◆ Work item ◆
Would you retype every record below exactly as written?

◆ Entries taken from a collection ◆

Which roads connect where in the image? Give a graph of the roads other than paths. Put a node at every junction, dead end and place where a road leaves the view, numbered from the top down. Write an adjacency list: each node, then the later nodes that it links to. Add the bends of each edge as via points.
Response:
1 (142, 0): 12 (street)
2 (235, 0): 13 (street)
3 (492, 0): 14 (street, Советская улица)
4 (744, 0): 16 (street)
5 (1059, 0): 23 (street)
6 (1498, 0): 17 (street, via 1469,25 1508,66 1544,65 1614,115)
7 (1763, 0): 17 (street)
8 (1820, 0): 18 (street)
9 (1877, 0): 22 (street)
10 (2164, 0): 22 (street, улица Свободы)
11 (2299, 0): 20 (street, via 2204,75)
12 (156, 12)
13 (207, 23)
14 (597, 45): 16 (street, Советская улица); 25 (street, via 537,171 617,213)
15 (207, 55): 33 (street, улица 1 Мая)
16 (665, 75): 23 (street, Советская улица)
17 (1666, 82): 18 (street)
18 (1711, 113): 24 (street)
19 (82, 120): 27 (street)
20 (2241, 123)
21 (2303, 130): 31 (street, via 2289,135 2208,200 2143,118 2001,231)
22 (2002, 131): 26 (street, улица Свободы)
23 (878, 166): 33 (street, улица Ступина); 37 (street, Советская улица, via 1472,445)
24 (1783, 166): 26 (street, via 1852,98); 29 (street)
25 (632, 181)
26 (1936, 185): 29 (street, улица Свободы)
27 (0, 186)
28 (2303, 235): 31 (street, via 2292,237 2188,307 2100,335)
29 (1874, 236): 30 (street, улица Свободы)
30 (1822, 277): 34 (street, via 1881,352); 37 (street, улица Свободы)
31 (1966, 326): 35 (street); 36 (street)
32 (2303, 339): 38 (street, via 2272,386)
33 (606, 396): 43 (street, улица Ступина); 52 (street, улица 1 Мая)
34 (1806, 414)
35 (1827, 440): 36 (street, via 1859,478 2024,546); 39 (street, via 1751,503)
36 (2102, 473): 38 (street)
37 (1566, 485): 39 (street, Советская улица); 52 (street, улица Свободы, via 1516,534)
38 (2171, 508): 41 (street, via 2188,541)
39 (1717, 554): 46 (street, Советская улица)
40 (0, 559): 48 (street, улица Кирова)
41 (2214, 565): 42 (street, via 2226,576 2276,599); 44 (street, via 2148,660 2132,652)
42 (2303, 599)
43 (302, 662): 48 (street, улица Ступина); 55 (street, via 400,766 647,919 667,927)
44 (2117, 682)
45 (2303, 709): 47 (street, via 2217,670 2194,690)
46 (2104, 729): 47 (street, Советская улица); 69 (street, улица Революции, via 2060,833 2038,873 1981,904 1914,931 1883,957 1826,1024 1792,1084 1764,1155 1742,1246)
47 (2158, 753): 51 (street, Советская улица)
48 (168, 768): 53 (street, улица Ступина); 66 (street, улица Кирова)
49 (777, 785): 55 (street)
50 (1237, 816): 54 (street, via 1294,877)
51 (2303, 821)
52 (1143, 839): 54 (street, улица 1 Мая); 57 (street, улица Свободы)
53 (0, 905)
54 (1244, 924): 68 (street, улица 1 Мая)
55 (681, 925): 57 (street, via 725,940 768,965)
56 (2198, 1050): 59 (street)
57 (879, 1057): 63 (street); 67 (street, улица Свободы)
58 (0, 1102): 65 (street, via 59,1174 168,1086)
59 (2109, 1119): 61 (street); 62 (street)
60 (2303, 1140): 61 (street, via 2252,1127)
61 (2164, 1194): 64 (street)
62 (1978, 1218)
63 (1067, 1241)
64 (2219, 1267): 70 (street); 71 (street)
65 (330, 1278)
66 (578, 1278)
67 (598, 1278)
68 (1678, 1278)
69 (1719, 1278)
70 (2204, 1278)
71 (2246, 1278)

◆ Result of this exercise ◆
Which roads connect where in the image? Give a graph of the roads other than paths. Put a node at every junction, dead end and place where a road leaves the view, numbered from the top down. Write an adjacency list: each node, then the later nodes that it links to. Add the bends of each edge as via points.
Response:
1 (142, 0): 12 (street)
2 (235, 0): 13 (street)
3 (492, 0): 14 (street, Советская улица)
4 (744, 0): 16 (street)
5 (1059, 0): 23 (street)
6 (1498, 0): 17 (street, via 1469,25 1508,66 1544,65 1614,115)
7 (1763, 0): 17 (street)
8 (1820, 0): 18 (street)
9 (1877, 0): 22 (street)
10 (2164, 0): 22 (street, улица Свободы)
11 (2299, 0): 20 (street, via 2204,75)
12 (156, 12)
13 (207, 23)
14 (597, 45): 16 (street, Советская улица); 25 (street, via 537,171 617,213)
15 (207, 55): 33 (street, улица 1 Мая)
16 (665, 75): 23 (street, Советская улица)
17 (1666, 82): 18 (street)
18 (1711, 113): 24 (street)
19 (82, 120): 27 (street)
20 (2241, 123)
21 (2303, 130): 31 (street, via 2289,135 2208,200 2143,118 2001,231)
22 (2002, 131): 26 (street, улица Свободы)
23 (878, 166): 33 (street, улица Ступина); 37 (street, Советская улица, via 1472,445)
24 (1783, 166): 26 (street, via 1852,98); 29 (street)
25 (632, 181)
26 (1936, 185): 29 (street, улица Свободы)
27 (0, 186)
28 (2303, 235): 31 (street, via 2292,237 2188,307 2100,335)
29 (1874, 236): 30 (street, улица Свободы)
30 (1822, 277): 34 (street, via 1881,352); 37 (street, улица Свободы)
31 (1966, 326): 35 (street); 36 (street)
32 (2303, 339): 38 (street, via 2272,386)
33 (606, 396): 43 (street, улица Ступина); 52 (street, улица 1 Мая)
34 (1806, 414)
35 (1827, 440): 36 (street, via 1859,478 2024,546); 39 (street, via 1751,503)
36 (2102, 473): 38 (street)
37 (1566, 485): 39 (street, Советская улица); 52 (street, улица Свободы, via 1516,534)
38 (2171, 508): 41 (street, via 2188,541)
39 (1717, 554): 46 (street, Советская улица)
40 (0, 559): 48 (street, улица Кирова)
41 (2214, 565): 42 (street, via 2226,576 2276,599); 44 (street, via 2148,660 2132,652)
42 (2303, 599)
43 (302, 662): 48 (street, улица Ступина); 55 (street, via 400,766 647,919 667,927)
44 (2117, 682)
45 (2303, 709): 47 (street, via 2217,670 2194,690)
46 (2104, 729): 47 (street, Советская улица); 69 (street, улица Революции, via 2060,833 2038,873 1981,904 1914,931 1883,957 1826,1024 1792,1084 1764,1155 1742,1246)
47 (2158, 753): 51 (street, Советская улица)
48 (168, 768): 53 (street, улица Ступина); 66 (street, улица Кирова)
49 (777, 785): 55 (street)
50 (1237, 816): 54 (street, via 1294,877)
51 (2303, 821)
52 (1143, 839): 54 (street, улица 1 Мая); 57 (street, улица Свободы)
53 (0, 905)
54 (1244, 924): 68 (street, улица 1 Мая)
55 (681, 925): 57 (street, via 725,940 768,965)
56 (2198, 1050): 59 (street)
57 (879, 1057): 63 (street); 67 (street, улица Свободы)
58 (0, 1102): 65 (street, via 59,1174 168,1086)
59 (2109, 1119): 61 (street); 62 (street)
60 (2303, 1140): 61 (street, via 2252,1127)
61 (2164, 1194): 64 (street)
62 (1978, 1218)
63 (1067, 1241)
64 (2219, 1267): 70 (street); 71 (street)
65 (330, 1278)
66 (578, 1278)
67 (598, 1278)
68 (1678, 1278)
69 (1719, 1278)
70 (2204, 1278)
71 (2246, 1278)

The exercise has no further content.